日本人の「新築信仰」は過去のもの?割安感のある“築深マンション”を購入する人が増えているワケ
■ 築30年超のマンションでも新耐震基準で施工された物件が多い 経過年数の長い“築深マンション”になると、住宅の耐久性に不安が残り、居住性能も悪くなっているのではないかと不安になるかもしれないが、最近は築深マンションでも品質が低下しにくくなっている。 何より心配されるのは、築年数が長くなると、耐震性が弱いのではないかという点だが、新耐震基準が施行されたのは1981年なので、築30年超でも、築40年前後までは新耐震基準のもとで建設されていることになる。 新耐震基準というのは、「震度5強程度の中規模地震では軽微な損傷、震度6強から7に達する程度の大規模地震でも倒壊は免れる」ことが条件となっているため、まずは安心だ。新耐震基準施行前に建設されたマンションの中にも、新耐震基準以上の耐震性能で建てられているマンションが少なくない。 また、築深マンションの中には、建築後に耐震補強しているマンションもあり、むしろ安全性が向上している物件も多い。 居住性能に関しても、最近はリフォーム技術が進化しているので、購入後にリフォームすれば、最新の新築マンションに近いレベルを確保できるようになっている。 とはいえ、住宅としての性能については、建築知識の乏しい素人では見極めは簡単ではないので、まずは実際に複数の物件を見て、選択眼を養うようにしたい。

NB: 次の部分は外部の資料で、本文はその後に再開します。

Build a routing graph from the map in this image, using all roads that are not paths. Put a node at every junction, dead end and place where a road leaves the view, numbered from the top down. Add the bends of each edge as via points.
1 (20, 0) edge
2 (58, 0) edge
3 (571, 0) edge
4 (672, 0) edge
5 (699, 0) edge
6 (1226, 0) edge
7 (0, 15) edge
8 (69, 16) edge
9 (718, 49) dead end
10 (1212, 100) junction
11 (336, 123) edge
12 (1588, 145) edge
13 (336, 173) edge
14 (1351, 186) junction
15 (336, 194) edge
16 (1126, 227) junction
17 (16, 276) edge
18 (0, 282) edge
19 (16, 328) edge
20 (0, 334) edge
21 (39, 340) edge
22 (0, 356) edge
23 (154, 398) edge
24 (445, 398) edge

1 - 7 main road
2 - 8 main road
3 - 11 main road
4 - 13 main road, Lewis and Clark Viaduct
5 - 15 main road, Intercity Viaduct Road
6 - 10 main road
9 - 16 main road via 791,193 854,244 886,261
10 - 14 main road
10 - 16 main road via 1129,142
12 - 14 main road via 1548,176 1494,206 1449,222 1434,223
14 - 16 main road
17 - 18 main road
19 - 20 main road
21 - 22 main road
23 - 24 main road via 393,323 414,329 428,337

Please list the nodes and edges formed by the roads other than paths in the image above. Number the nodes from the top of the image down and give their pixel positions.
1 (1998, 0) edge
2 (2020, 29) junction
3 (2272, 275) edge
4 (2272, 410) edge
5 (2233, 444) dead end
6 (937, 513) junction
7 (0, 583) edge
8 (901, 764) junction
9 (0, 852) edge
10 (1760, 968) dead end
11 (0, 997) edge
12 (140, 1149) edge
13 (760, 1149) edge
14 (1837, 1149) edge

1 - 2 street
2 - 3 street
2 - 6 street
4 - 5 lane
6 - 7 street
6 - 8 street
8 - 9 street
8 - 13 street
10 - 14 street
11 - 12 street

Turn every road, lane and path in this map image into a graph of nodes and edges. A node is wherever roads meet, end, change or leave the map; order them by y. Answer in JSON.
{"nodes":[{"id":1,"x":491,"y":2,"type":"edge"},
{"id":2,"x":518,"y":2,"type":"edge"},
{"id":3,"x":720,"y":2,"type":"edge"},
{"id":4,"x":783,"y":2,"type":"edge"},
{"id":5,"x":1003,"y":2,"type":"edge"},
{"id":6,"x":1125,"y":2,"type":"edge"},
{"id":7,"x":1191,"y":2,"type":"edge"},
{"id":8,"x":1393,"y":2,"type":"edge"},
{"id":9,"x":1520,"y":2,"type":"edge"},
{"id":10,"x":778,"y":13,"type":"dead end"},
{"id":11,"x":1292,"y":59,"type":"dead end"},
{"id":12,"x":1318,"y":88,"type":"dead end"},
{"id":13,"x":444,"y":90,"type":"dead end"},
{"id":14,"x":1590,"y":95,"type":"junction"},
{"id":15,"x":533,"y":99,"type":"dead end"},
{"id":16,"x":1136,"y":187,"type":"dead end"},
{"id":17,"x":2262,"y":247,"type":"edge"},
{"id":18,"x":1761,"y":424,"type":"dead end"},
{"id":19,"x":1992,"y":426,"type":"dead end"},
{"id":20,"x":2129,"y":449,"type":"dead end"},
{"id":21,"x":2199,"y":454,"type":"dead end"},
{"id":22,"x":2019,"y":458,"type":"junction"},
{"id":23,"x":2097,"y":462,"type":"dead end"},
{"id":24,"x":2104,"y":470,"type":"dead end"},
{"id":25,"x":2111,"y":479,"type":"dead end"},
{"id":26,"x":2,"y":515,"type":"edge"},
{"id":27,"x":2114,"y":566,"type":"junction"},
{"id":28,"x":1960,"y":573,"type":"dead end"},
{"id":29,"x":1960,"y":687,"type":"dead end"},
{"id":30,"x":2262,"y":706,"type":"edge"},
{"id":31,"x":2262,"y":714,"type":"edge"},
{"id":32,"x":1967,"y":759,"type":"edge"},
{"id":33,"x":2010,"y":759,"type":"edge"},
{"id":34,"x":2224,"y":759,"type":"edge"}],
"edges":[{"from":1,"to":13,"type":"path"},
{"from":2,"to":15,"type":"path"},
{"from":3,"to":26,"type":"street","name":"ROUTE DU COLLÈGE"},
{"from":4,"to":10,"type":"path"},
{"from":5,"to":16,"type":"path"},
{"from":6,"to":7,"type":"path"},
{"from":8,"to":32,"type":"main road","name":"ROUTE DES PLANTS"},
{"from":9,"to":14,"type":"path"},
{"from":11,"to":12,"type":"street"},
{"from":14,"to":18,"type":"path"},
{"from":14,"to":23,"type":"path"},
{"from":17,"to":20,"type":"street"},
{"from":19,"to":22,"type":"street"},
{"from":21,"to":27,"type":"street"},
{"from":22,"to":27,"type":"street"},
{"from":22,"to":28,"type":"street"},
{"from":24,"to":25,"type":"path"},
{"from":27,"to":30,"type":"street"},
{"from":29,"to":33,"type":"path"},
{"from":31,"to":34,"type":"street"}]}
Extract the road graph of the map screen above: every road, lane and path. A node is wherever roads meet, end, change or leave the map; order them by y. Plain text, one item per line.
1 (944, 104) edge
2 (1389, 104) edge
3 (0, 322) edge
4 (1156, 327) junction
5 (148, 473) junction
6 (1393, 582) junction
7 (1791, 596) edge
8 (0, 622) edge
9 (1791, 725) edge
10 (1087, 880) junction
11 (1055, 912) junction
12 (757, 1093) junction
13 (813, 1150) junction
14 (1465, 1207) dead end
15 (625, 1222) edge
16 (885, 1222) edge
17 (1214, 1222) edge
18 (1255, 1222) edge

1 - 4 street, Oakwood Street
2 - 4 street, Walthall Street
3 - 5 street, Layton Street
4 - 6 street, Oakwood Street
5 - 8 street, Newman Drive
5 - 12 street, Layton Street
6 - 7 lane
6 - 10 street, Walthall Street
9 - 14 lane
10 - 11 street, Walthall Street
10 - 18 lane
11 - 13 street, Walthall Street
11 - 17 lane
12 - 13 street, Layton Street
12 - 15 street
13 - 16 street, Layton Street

マイホームの購入は今後の暮らしを左右する大きな買い物なのだから、それぐらいの努力はしたいところだ。
■ 築深マンションはインスペクションを依頼すると安心 では、築深マンションを選ぶ際、具体的にどんな点をチェックすればいいのか。 まず共用部分については、外壁や共用廊下などの外観にひび割れや亀裂が入っていないか、個別住戸のチェックでは、内壁に雨漏りの跡がないかなど、目につく範囲で建物の内容をチェックしたい。 また、マンションは管理面も重要なので、管理員は常駐しているか、ゴミ置き場や駐輪場などはきちんと清掃されているかなどを自分の目で確認したい。管理のレベルと共に、住んでいる人たちのマナーレベルなどもある程度把握できるはずだ。 駐車場や駐輪場では、どんなクルマや自転車が停められているのかを見れば、住んでいる人たちの年代やライフステージ、ライフスタイルなどをうかがい知ることができる。例えば、チャイルドシート付きの自転車が多ければ、子育て世帯が多いと推察されるし、チャイルドシートが荷物置き場になっているようなら、子育てを卒業した世帯が中心かもしれない。 さらに物件の見学時に、管理員や管理会社などを通して大規模修繕の実施状況や修繕積立金の余裕度なども聞き取ることができれば、なお安心だ。 そのように実際に自分の目で物件を見ることが何より納得感、安心感につながるが、そうは言っても、専門家に物件を査定してもらって判断したいと考える人も多いだろう。最近は、建物検査、いわゆるインスペクションを実施している建築事務所が増えており、インターネットなどでも依頼先を検索できる。 しかし、マンションにおいてはインスペクションの実施率はさほど高くないのが現実だ。【グラフ3】にあるように、あらかじめ売り主がインスペクションを実施している物件はわずか1割強しかなく、何もしていない物件が8割を超えている。 自分でインスペクションを依頼すると数万円程度の費用がかかるが、マイホームの購入は大きな投資なのだから、それぐらいの費用はかけてもいいのではないだろうか。本当に気に入った物件が見つかって購入したいとなれば、売り主に了解をとって、インスペクションを依頼した方が安心だ。